How Do You Talk About Politics? TELL US ABOUT IT

How Do You Talk About Politics? TELL US ABOUT IT

President Obama has been talking a lot lately about what passes for political discourse in Washington -- particularly on cable TV -- and he doesn't think much of it. In fact, he thinks it's damaging.

You know what I think would actually make a difference... I think if everybody here -- excuse all the members of the press who are here -- if everybody here turned off your CNN, your Fox, your -- just turn off the TV -- MSNBC, blogs -- and just go talk to folks out there, instead of being in this echo chamber where the topic is constantly politics...

And that's part of what the American people are just sick of -- because they don't care, frankly, about majority and minorities and process and this and that. They just want to know, are you delivering for me? And we've got to, I think, get out of the echo chamber. That was a mistake that I think I made last year, was just not getting out of here enough. And it's helpful when you do.

A few days before that, he told a House Republican caucus meeting in Baltimore that "just a tone of civility instead of slash and burn would be helpful. The problem we have sometimes is a media that responds only to slash-and-burn-style politics."

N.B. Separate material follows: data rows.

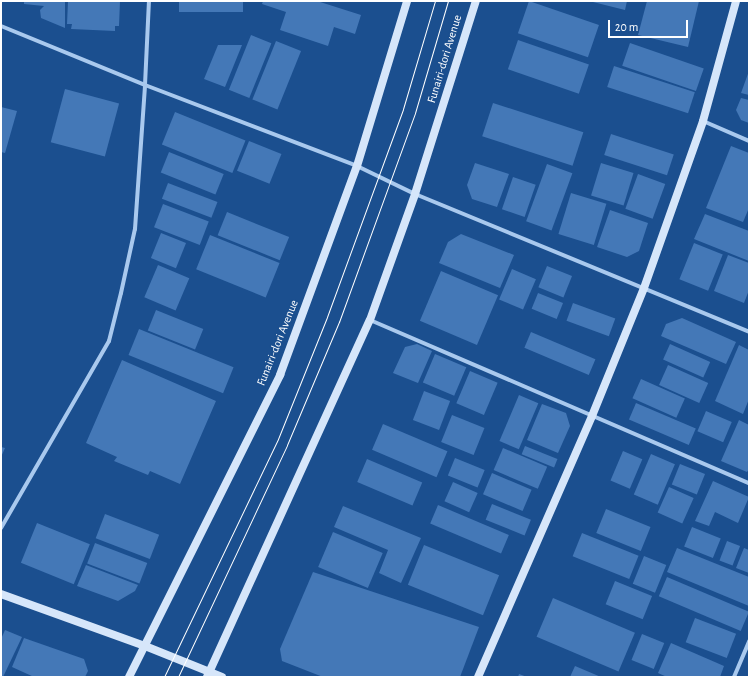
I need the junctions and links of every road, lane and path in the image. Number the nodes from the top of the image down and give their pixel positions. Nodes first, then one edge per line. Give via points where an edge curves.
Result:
1 (149, 1) edge
2 (407, 1) edge
3 (476, 1) edge
4 (736, 1) edge
5 (1, 26) edge
6 (145, 85) junction
7 (704, 121) junction
8 (749, 141) edge
9 (357, 166) junction
10 (415, 194) junction
11 (644, 288) junction
12 (370, 320) junction
13 (749, 332) edge
14 (592, 416) junction
15 (749, 483) edge
16 (1, 528) edge
17 (1, 594) edge
18 (749, 642) edge
19 (145, 646) junction
20 (208, 675) edge
21 (129, 677) edge
22 (222, 677) edge
23 (478, 677) edge
24 (734, 677) edge

1 - 6 street
2 - 9 street, Funairi-dori Avenue
3 - 10 street, Funairi-dori Avenue
4 - 7 street
5 - 6 street
6 - 9 street
6 - 16 street via 135,229 109,341
7 - 8 street
7 - 11 street
9 - 10 street
9 - 19 street, Funairi-dori Avenue via 280,374
10 - 11 street
10 - 12 street, Funairi-dori Avenue
11 - 13 street
11 - 14 street
12 - 14 street
12 - 20 street, Funairi-dori Avenue
14 - 15 street
14 - 23 street
17 - 19 street
18 - 24 street
19 - 20 street
19 - 21 street, Funairi-dori Avenue
20 - 22 street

And at Thursday's National Prayer Breakfast Obama called for civility, while firmly asserting that there are some positions that lie outside the realm of civil discourse, such as birther conspiracies and the targeting of gays and lesbians.

So what is political discourse like outside the Beltway? Is it about politics, or is it about policies? What are the top issues? And do people with different views talk to each other, yell at each other -- or simply avoid politics altogether? Do they ever find common ground? Or is it like cable?

It seem to me that with the ascendance of an extremist, know-nothing strain of political activism (at least from what we see on cable) civil discourse must be challenging sometimes.

I mean, it's one thing to have a civil argument over, say, the appropriate marginal tax rate or the roll of the federal government in education. It's another thing entirely when one person supports President Obama- and the other thinks he's a socialist, hates white people, and wants "the terrorist to win" -- as 63 percent, 31 percent and 24 percent of Republicans, respectively, asserted in a recent poll.

And how does an African-American deal with people who say they don't think Obama was really born in this country -- even if they insist there's nothing racist about it?

Outside the Beltway, do people ever talk politics at work? Or at parties? Do people interrupt and scream? Do they just shake their heads? Or not say anything. ever again?

Are the arguments over policy, or are they over facts? Has that changed over time?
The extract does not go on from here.